Białowieża – Narewka – Narew – Łapy – Tykocin – Goniądz – Wigry – Stańczyki

Gevatter Zufall und der Weißstorchradweg

Durch Zufall haben wir in Białowieża eine große Hinweistafel zum Podlaski Szlak Bociani (Weißstorchradweg) gefunden, der hier anfängt, und wir haben kurzerhand entschieden, dieser Route zu folgen. Der eigentliche Plan war ja, der Ostgrenze nach Norden zu folgen, und dieser Radweg bedeutet ob seiner großzügigen Umfahrung von Białystok einen echten Umweg. Die Aussicht auf eine ganze Reihe von Nationalparks macht uns die Entscheidung leicht.

Von Wölfen und Bisons

Tags zuvor ist uns bei unserer Fahrt durch den Białowieski Park Narodowy (Białowieża-Nationalpark) ein Wolf über den Weg gelaufen. Daß es hier 700 freilebende Wisente und vier Wolfsrudel gibt, hatten wir vorher bereits in Erfahrung bringen können. Dann tatsächlich einen Wolf zu sehen ist aber nochmal was anderes. Wir schlafen auf dem Campingplatz im Ort, nachts hält uns Hundegeheul wach. Das Gespräch darüber am nächsten Morgen bringt hervor, daß in der Richtung, wo das Geheul herkam, keine Häuser mehr stehen, Wolfsgeheul war es also.
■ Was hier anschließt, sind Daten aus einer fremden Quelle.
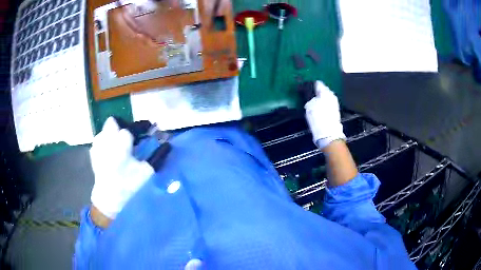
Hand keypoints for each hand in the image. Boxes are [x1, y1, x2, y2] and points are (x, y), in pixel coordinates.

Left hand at [90, 117, 153, 219]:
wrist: (109, 200)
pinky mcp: (93, 153)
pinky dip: (106, 142)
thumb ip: (157, 156)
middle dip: (123, 126)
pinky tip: (110, 152)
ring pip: (105, 130)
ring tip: (119, 145)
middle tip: (131, 137)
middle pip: (113, 122)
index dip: (140, 127)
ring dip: (113, 133)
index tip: (147, 129)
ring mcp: (97, 147)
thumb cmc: (128, 187)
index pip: (130, 129)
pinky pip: (99, 139)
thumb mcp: (146, 173)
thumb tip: (167, 144)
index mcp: (120, 147)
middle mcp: (106, 143)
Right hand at [305, 81, 345, 149]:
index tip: (304, 89)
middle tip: (308, 96)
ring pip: (325, 97)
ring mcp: (335, 103)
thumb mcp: (310, 106)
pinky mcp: (335, 111)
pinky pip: (327, 103)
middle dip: (316, 92)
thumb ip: (310, 97)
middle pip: (323, 90)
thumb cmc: (318, 119)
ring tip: (313, 103)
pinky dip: (323, 104)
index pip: (317, 83)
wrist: (329, 134)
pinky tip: (319, 109)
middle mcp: (332, 95)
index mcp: (325, 92)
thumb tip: (308, 92)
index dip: (310, 85)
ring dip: (320, 98)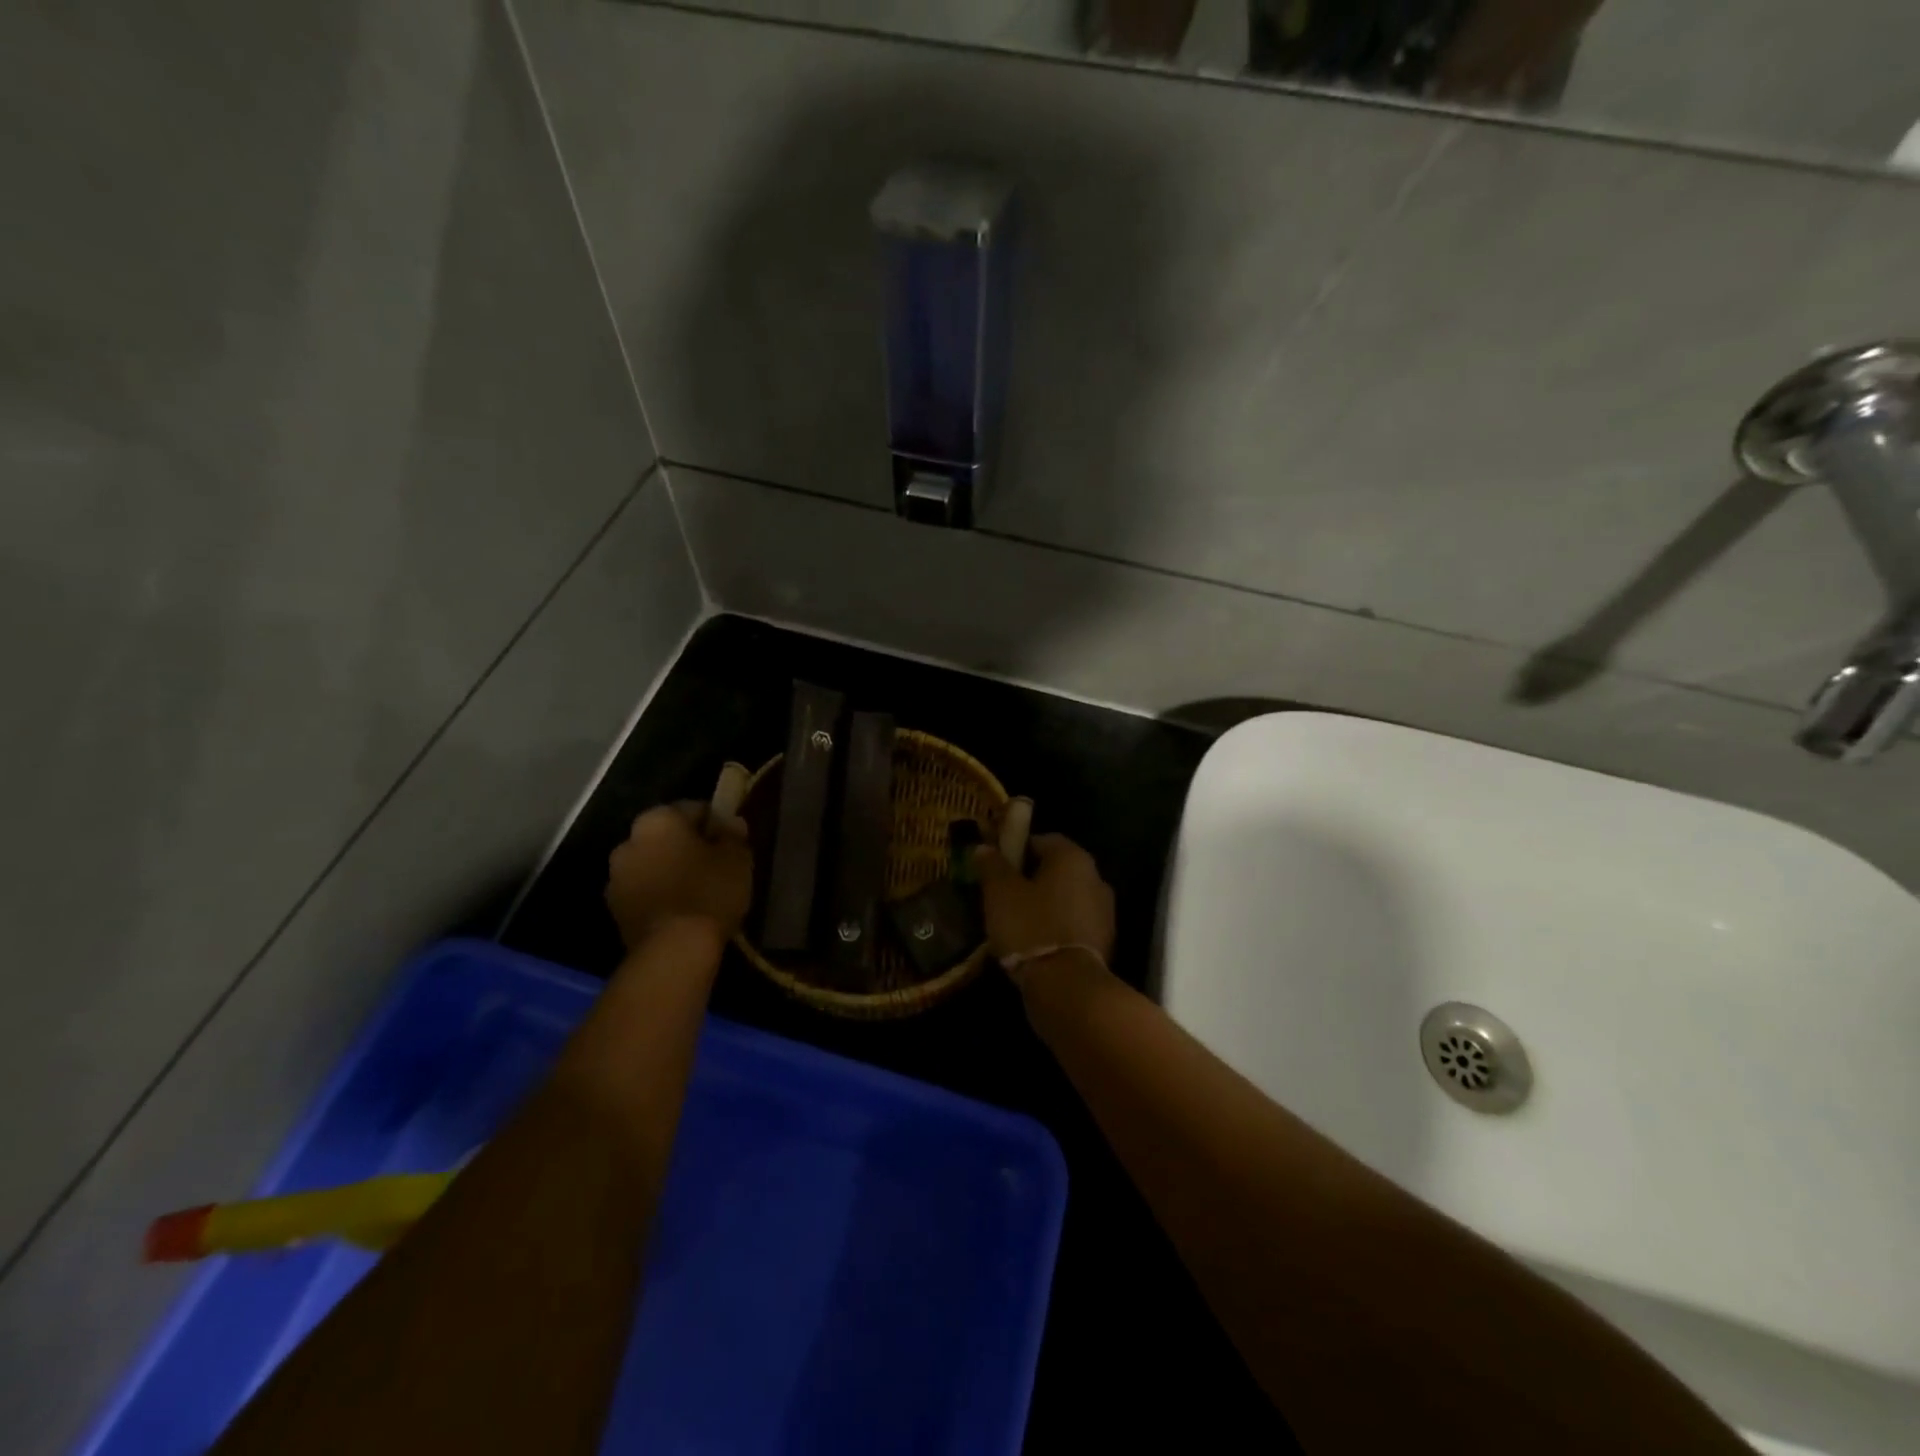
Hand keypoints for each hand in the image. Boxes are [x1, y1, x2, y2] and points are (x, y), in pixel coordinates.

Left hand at [605, 803, 751, 949]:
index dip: (716, 824)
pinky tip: (682, 911)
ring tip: (699, 892)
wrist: (673, 950)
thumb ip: (733, 835)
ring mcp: (616, 877)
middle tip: (716, 866)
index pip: (694, 809)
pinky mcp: (614, 910)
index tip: (731, 842)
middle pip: (667, 837)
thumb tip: (731, 824)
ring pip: (652, 864)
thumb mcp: (737, 858)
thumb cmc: (709, 892)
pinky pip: (644, 891)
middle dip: (688, 847)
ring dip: (670, 871)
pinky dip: (660, 895)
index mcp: (657, 820)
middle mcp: (629, 841)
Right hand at [972, 833, 1115, 986]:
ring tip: (1015, 923)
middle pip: (1057, 870)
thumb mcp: (1000, 893)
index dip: (1017, 849)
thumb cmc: (1031, 927)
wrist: (1067, 988)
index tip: (996, 867)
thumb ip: (992, 866)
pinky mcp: (1104, 942)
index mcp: (1073, 858)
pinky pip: (1073, 925)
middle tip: (1002, 895)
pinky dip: (1055, 928)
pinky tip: (1034, 944)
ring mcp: (1104, 912)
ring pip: (1066, 898)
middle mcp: (1096, 878)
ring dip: (1044, 905)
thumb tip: (983, 847)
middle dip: (1031, 879)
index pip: (1043, 840)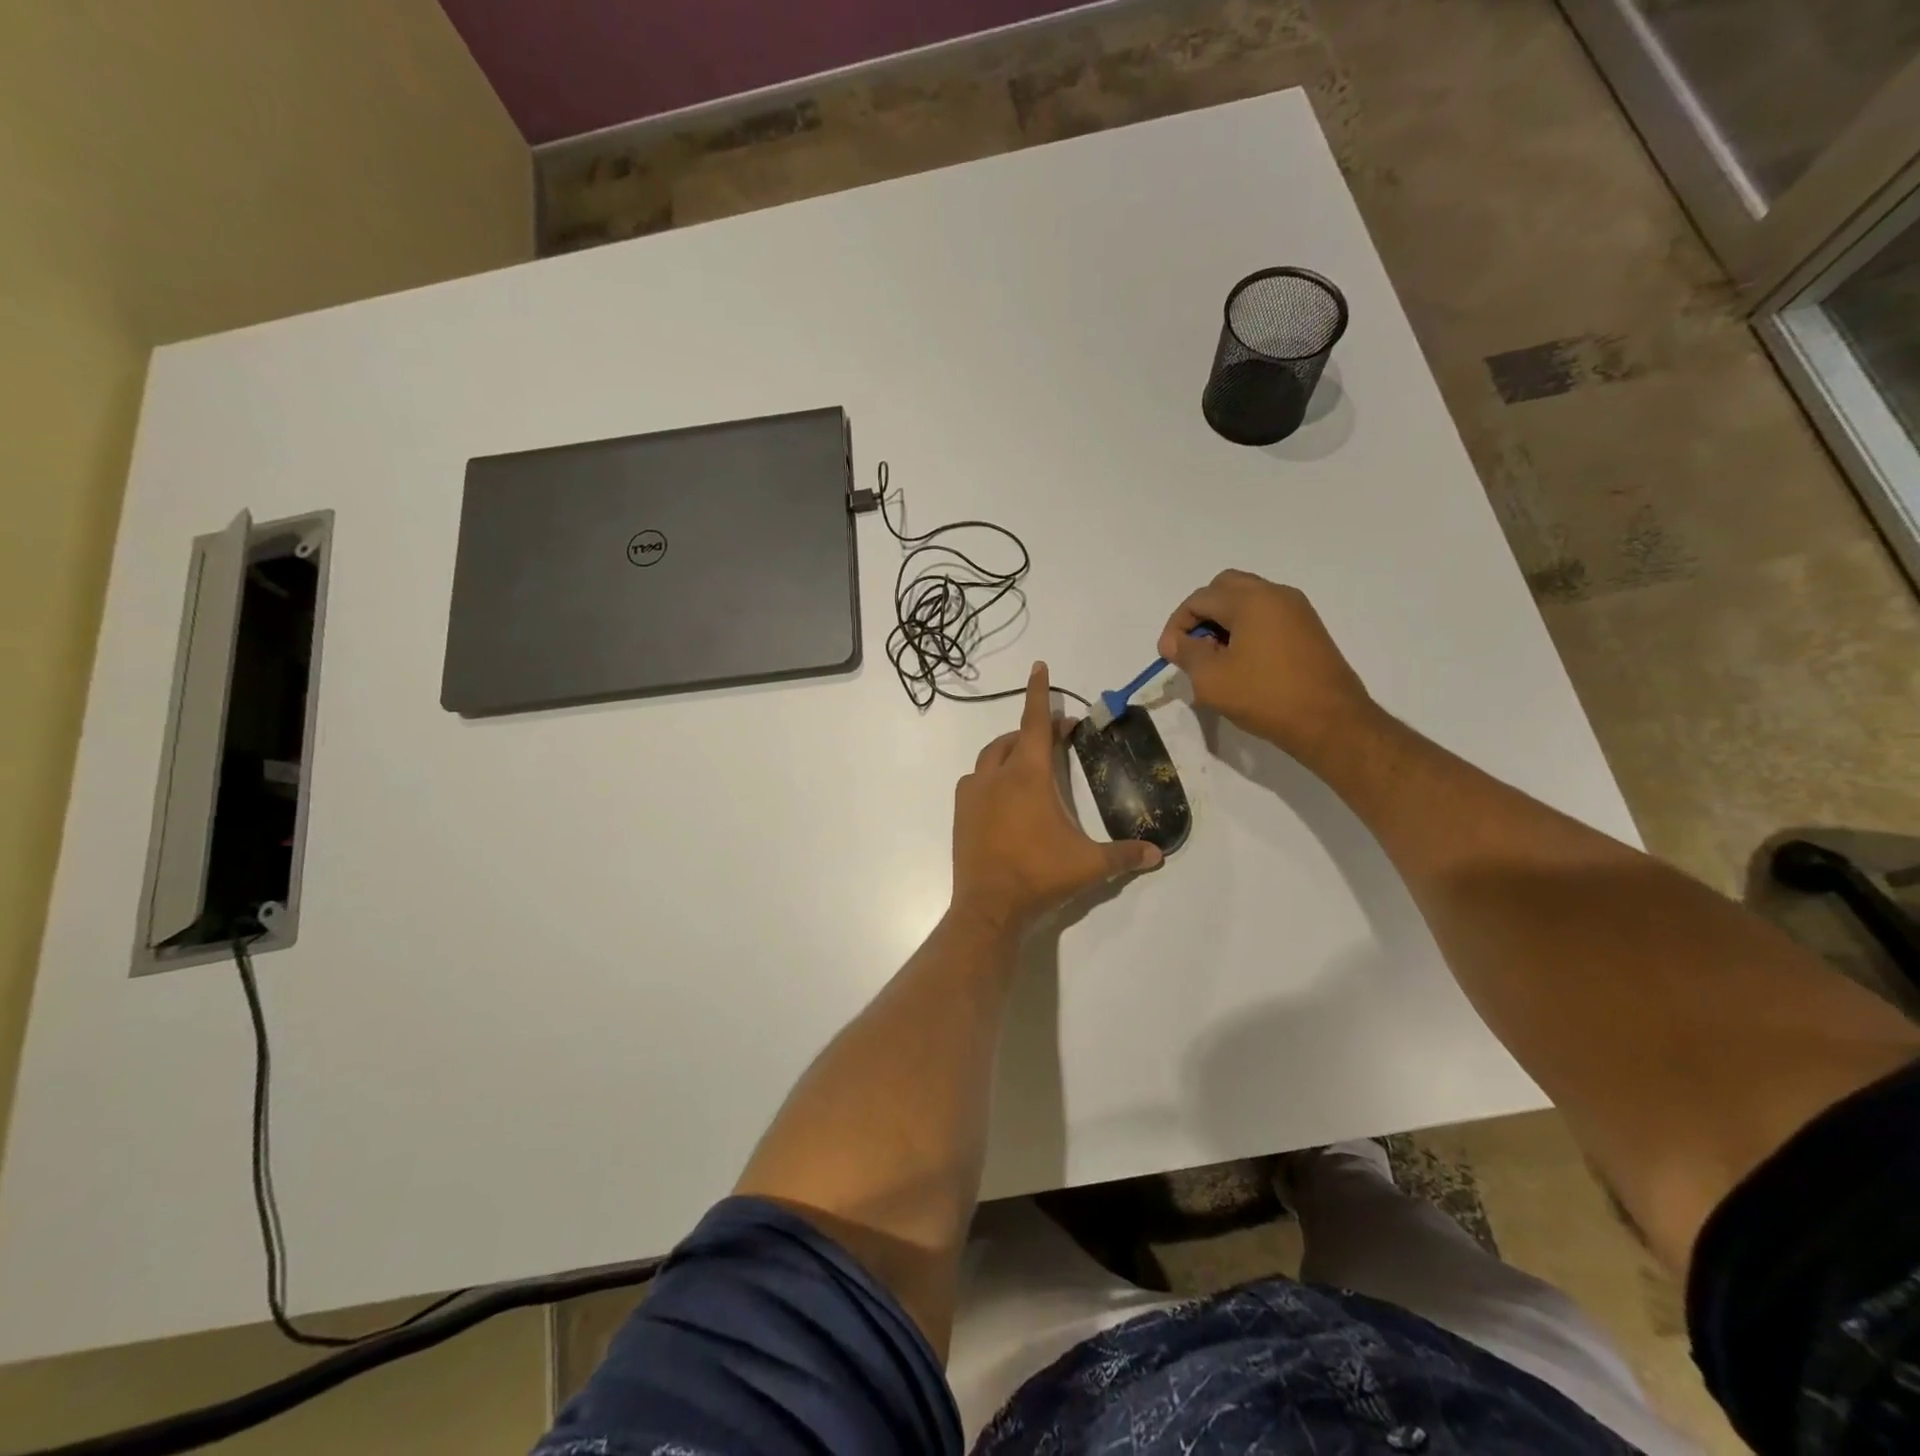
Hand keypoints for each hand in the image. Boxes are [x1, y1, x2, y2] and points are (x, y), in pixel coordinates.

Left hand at [951, 662, 1161, 933]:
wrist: (989, 906)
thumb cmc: (1040, 876)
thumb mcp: (1089, 865)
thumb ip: (1125, 856)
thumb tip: (1158, 854)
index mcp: (1028, 776)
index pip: (1035, 722)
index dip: (1039, 693)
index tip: (1038, 666)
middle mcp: (997, 776)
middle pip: (1014, 738)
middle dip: (1035, 730)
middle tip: (1058, 738)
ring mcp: (973, 794)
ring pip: (990, 757)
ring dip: (1010, 751)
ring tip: (1029, 764)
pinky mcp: (960, 813)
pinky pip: (974, 781)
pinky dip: (990, 776)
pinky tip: (1003, 795)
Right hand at [1158, 570, 1378, 763]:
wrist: (1331, 722)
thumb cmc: (1265, 696)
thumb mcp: (1211, 679)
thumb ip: (1187, 653)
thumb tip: (1175, 642)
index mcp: (1251, 600)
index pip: (1199, 599)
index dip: (1177, 626)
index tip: (1169, 656)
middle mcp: (1276, 594)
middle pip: (1224, 588)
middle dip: (1201, 615)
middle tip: (1192, 648)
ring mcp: (1297, 610)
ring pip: (1247, 601)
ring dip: (1224, 622)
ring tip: (1215, 659)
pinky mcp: (1309, 629)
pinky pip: (1267, 616)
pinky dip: (1246, 629)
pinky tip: (1242, 663)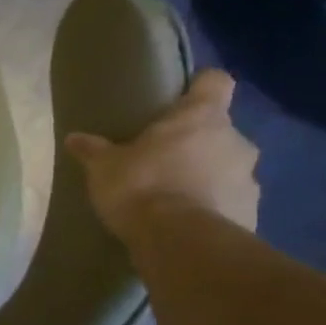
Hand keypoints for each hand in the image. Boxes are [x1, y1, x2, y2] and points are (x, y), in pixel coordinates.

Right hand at [66, 69, 259, 240]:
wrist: (181, 242)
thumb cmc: (142, 187)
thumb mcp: (104, 167)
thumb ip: (93, 150)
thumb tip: (74, 138)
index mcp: (201, 117)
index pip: (215, 82)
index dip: (200, 85)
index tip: (181, 96)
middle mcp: (235, 140)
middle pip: (219, 129)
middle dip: (196, 142)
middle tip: (163, 158)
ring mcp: (250, 178)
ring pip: (227, 167)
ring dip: (206, 176)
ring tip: (173, 195)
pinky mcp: (251, 213)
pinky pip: (230, 201)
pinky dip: (212, 207)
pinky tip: (185, 222)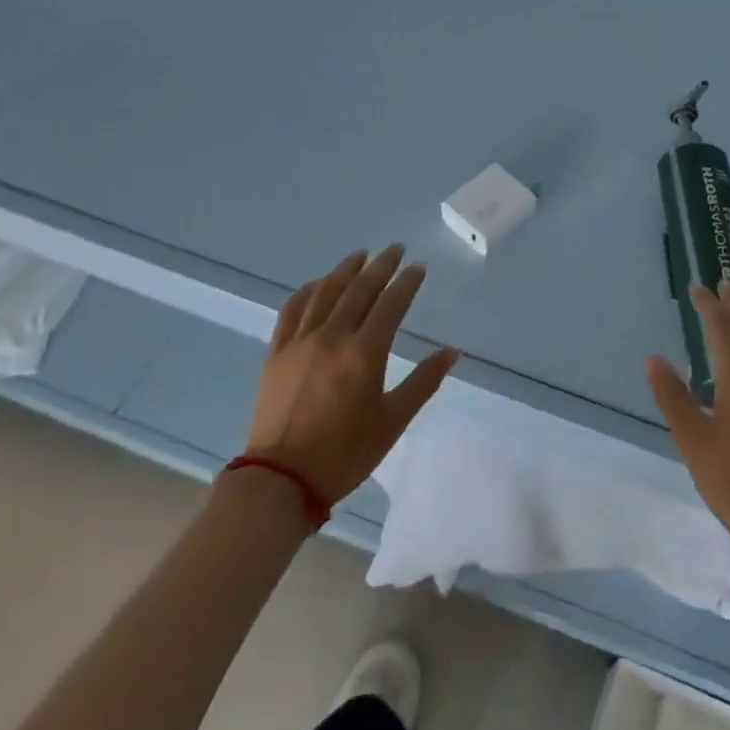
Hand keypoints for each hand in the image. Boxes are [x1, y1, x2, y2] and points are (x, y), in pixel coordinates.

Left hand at [243, 245, 458, 505]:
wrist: (281, 481)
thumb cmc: (345, 454)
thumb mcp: (393, 421)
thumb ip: (423, 382)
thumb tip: (452, 352)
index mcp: (364, 353)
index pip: (391, 304)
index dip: (407, 282)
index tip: (418, 267)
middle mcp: (332, 337)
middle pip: (359, 289)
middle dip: (380, 265)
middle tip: (395, 248)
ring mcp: (300, 342)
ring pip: (325, 292)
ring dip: (346, 269)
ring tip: (360, 255)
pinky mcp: (277, 353)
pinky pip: (292, 310)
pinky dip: (308, 291)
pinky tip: (318, 284)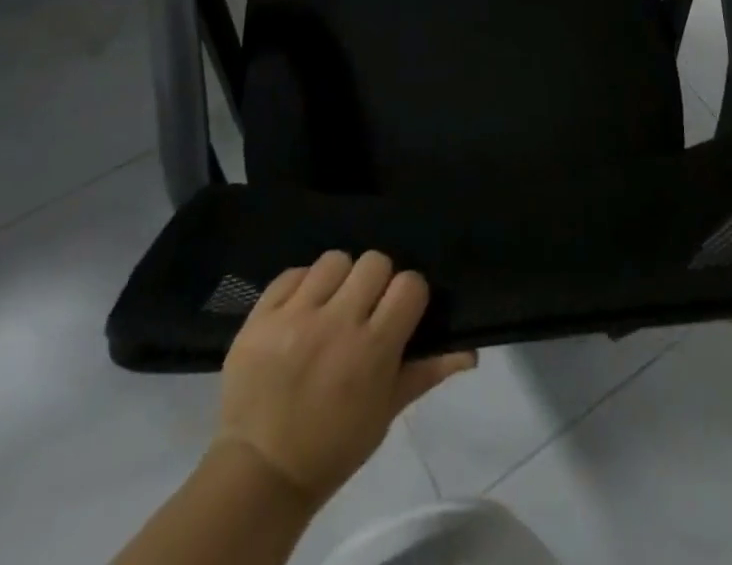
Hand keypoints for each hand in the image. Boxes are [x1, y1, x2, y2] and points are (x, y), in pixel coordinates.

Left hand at [217, 251, 475, 506]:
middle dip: (375, 281)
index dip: (409, 294)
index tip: (400, 311)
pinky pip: (292, 273)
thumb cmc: (333, 447)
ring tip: (330, 306)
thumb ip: (427, 372)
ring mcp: (294, 316)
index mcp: (371, 350)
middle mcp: (335, 323)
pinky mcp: (261, 315)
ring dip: (338, 279)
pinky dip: (301, 286)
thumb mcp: (385, 414)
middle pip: (374, 261)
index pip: (409, 284)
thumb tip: (470, 351)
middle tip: (365, 307)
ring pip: (333, 259)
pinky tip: (301, 310)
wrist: (261, 472)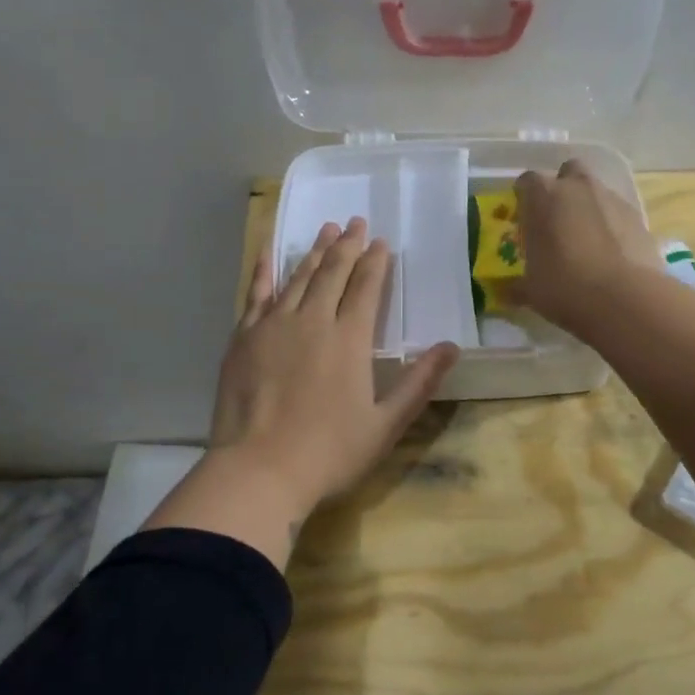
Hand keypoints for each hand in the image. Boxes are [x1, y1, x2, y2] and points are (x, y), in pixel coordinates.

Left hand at [212, 217, 459, 513]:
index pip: (366, 288)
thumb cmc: (328, 452)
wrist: (258, 471)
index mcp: (349, 339)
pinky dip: (264, 269)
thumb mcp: (385, 424)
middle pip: (332, 273)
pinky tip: (268, 251)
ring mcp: (273, 326)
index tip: (380, 242)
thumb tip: (452, 347)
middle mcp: (312, 320)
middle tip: (355, 222)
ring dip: (314, 252)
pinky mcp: (243, 337)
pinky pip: (256, 293)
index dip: (375, 262)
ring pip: (298, 277)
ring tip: (326, 230)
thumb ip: (419, 383)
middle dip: (347, 245)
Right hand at [513, 159, 659, 334]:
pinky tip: (611, 254)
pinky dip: (612, 226)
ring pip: (596, 191)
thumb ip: (516, 284)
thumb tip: (508, 291)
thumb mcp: (531, 290)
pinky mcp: (638, 217)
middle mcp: (577, 187)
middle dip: (563, 189)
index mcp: (543, 196)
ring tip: (586, 241)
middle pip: (568, 172)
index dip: (525, 198)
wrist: (625, 299)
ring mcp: (611, 198)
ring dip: (589, 207)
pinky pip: (618, 213)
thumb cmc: (565, 287)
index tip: (524, 218)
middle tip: (557, 220)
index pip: (527, 181)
Vor dem Best Western in Białowieża stehen diese originalgetreu großen geschnitzten Wisente aus Holz. In diesem kleinen Ort dreht sich alles um den Białowieża Nationalpark und die europäische Wisentzucht. Mehr Hotels sehen wir übrigens auf dieser Reise nicht.

Vor dem Best Western in Białowieża stehen diese originalgetreu großen geschnitzten Wisente aus Holz. In diesem kleinen Ort dreht sich alles um den Białowieża Nationalpark und die europäische Wisentzucht. Mehr Hotels sehen wir übrigens auf dieser Reise nicht.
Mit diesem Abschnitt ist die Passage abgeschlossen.